Exercise directions:
Copy out every line of the records where the string "بلوار" occurs.

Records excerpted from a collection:
# # #

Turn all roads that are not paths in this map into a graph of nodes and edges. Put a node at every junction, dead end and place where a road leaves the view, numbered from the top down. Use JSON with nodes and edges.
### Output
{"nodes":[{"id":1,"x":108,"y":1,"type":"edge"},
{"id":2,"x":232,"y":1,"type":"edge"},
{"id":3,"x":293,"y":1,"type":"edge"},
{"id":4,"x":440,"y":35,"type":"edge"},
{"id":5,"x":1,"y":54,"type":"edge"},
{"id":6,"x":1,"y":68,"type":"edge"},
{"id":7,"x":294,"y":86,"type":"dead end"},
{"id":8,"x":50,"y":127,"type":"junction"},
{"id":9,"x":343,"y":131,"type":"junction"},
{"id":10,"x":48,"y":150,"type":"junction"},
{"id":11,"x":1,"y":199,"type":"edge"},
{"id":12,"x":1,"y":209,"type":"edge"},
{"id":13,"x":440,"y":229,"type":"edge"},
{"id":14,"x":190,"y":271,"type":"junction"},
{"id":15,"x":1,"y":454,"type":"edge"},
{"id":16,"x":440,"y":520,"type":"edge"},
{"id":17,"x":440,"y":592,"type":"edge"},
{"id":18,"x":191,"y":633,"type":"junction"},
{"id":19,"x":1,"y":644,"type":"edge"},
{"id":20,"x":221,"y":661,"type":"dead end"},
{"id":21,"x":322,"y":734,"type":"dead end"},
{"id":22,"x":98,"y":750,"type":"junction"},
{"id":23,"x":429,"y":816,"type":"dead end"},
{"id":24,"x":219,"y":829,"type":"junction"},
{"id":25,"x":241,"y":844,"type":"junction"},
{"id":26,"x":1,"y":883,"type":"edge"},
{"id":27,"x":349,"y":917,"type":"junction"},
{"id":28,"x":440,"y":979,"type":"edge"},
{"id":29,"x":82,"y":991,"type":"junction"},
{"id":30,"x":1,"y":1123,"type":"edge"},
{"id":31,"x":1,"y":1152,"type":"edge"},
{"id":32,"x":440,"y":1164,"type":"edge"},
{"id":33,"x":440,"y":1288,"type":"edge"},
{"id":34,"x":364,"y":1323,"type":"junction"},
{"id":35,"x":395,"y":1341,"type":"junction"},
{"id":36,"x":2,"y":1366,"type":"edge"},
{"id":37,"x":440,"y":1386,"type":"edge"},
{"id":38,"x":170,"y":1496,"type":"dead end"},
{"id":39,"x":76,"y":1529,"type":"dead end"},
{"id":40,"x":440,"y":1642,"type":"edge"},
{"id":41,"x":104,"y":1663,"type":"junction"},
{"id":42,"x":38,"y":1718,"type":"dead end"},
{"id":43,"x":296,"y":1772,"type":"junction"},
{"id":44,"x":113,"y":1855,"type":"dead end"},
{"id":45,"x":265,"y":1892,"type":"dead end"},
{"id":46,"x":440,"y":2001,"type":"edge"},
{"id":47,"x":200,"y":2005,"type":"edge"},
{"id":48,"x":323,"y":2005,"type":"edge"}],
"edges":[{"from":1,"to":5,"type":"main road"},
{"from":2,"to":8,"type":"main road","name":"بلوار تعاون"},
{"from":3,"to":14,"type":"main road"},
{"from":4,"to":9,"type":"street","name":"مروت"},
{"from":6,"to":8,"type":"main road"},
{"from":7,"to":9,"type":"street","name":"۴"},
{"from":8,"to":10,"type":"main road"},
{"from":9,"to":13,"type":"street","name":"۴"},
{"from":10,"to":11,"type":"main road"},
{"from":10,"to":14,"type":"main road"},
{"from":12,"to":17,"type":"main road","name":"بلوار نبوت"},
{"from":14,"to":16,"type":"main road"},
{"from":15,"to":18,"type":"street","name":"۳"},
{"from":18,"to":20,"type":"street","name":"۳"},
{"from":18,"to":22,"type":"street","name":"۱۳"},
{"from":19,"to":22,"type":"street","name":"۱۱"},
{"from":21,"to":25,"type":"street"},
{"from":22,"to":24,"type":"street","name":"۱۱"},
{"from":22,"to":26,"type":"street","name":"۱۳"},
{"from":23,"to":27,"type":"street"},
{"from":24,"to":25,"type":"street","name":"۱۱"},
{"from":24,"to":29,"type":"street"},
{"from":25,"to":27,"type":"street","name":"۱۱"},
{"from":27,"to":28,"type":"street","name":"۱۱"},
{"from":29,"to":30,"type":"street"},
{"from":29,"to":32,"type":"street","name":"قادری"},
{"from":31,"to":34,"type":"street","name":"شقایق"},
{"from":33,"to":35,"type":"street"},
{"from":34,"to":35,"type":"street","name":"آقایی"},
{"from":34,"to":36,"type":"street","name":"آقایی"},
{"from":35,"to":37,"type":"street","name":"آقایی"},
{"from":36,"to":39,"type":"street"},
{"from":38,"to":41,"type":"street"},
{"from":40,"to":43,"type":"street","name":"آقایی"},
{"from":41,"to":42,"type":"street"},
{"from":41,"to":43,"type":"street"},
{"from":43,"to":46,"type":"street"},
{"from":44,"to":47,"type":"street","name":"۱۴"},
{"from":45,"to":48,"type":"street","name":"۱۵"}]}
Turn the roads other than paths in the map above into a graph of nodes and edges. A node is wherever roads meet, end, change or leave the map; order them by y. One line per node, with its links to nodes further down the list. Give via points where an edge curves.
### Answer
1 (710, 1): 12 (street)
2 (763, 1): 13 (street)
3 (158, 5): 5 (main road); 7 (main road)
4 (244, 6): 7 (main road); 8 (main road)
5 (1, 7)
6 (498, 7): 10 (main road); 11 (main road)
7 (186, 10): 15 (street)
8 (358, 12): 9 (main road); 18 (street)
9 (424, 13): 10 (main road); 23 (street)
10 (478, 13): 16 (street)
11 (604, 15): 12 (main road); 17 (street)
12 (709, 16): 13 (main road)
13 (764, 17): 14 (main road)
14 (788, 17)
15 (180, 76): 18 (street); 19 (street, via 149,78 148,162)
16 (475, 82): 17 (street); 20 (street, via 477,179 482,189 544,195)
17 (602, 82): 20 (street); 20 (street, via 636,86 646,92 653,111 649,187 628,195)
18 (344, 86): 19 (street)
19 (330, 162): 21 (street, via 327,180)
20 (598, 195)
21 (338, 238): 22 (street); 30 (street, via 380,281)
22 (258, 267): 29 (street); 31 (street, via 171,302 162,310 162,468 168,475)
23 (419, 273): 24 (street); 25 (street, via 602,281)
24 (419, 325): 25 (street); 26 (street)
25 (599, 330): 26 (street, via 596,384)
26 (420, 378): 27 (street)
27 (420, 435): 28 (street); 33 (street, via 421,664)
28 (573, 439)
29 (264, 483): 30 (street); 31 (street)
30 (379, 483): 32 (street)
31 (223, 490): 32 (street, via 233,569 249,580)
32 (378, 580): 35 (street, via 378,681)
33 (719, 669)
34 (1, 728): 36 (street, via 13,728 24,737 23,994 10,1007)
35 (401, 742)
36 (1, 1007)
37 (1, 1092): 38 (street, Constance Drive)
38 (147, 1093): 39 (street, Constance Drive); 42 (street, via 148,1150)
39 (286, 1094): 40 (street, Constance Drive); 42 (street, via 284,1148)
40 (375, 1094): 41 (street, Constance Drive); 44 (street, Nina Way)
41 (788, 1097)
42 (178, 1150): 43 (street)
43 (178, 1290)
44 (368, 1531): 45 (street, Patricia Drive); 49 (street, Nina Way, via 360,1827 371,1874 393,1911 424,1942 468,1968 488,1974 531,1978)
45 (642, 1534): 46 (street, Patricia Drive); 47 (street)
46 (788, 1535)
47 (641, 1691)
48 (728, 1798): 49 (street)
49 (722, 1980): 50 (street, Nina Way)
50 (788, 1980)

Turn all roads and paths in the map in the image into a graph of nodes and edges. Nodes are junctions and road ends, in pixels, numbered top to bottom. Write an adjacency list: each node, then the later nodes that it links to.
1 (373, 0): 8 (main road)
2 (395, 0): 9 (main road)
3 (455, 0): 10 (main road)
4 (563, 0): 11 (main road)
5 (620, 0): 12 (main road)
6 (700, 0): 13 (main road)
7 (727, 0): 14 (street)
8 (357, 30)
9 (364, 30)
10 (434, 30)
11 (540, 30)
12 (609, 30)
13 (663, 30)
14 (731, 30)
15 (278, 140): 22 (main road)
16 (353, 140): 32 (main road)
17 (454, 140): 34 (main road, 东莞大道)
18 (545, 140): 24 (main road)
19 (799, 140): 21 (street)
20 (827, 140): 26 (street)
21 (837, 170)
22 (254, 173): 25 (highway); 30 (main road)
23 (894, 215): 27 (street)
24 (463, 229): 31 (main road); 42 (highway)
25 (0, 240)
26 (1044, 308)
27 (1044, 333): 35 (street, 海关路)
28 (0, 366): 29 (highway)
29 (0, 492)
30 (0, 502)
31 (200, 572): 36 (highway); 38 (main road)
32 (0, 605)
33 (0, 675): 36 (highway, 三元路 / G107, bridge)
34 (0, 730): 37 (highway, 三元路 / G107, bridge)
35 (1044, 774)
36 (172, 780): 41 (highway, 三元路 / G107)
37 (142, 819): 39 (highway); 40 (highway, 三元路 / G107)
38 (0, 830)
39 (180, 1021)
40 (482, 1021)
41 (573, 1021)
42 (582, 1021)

# # #

Written answer:
{"from":2,"to":8,"type":"main road","name":"بلوار تعاون"},
{"from":12,"to":17,"type":"main road","name":"بلوار نبوت"},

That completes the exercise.